On Monday, the Alaska Public Offices Commission held a hearing for expedited consideration of a complaint alleging Ramras' ads for his Pike's Waterfront Lodge in Fairbanks improperly promoted him and his agenda. The panel denied a request to take fast action, saying it would investigate the matter as a normal complaint, which meant a conclusion wouldn't be reached until after the primary.
Ramras said the complaint was a campaign smear job orchestrated by a Treadwell supporter.
"Alaskans have had enough of these false last-minute attacks on people's character," he said.
The complaint was filed by Anchorage resident Steve Flory, who has contributed to Treadwell.

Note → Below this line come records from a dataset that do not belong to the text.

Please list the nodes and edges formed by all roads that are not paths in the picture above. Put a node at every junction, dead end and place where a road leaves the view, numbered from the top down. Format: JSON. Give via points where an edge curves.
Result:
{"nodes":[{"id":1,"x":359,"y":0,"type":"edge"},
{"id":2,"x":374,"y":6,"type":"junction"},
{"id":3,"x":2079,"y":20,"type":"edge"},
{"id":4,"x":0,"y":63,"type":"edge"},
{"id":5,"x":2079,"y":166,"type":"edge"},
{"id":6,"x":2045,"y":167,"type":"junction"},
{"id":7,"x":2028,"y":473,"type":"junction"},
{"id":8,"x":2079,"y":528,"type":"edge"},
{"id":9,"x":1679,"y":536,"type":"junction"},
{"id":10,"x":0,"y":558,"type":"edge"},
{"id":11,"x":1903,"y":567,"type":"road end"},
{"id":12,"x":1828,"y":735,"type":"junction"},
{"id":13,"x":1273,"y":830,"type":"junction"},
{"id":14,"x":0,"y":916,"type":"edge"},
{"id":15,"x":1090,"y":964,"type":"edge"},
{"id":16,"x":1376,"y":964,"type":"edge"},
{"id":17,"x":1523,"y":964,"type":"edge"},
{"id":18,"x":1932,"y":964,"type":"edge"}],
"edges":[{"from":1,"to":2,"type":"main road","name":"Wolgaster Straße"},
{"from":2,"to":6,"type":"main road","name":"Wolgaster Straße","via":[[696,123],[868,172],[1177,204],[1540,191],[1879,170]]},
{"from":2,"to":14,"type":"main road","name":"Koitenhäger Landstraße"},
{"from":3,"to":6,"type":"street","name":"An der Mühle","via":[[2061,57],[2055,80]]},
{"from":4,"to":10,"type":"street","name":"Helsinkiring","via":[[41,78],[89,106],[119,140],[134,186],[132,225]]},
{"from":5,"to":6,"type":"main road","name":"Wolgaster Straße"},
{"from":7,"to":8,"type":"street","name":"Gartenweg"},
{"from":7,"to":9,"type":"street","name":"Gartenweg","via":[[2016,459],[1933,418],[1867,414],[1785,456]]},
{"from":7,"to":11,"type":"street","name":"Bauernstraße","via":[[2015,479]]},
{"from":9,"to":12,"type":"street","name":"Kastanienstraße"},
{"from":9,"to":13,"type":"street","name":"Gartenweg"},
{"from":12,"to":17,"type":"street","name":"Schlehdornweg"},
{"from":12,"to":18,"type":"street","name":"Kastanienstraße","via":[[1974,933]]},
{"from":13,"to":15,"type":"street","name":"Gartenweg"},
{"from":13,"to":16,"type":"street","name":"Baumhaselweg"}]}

In its decision, the commission noted the ads are no longer running and would not affect the election or cause irreparable harm that penalties could not address.
Anchorage voter Meg Halsey, 45, said she was turned off by the controversy stirred up over his business ads, chalking it up to "dirty tricks." She considers herself a friend of Ramras, though that's not the reason she voted for him, she said.
"Like him or don't, the guy's freaking sincere," she said.
In the Democratic primary, Benson, 55, ran against Anchorage residents Lynette Moreno-Hinz and J.J. "Jack" Powers.
Benson has run for statewide office before in unsuccessful campaigns to unseat U.S. Rep. Don Young.
Current Lt. Gov. Craig Campbell, who chose not to run, was appointed to replace then-Lt. Gov. Sean Parnell, who became governor when Palin resigned last summer.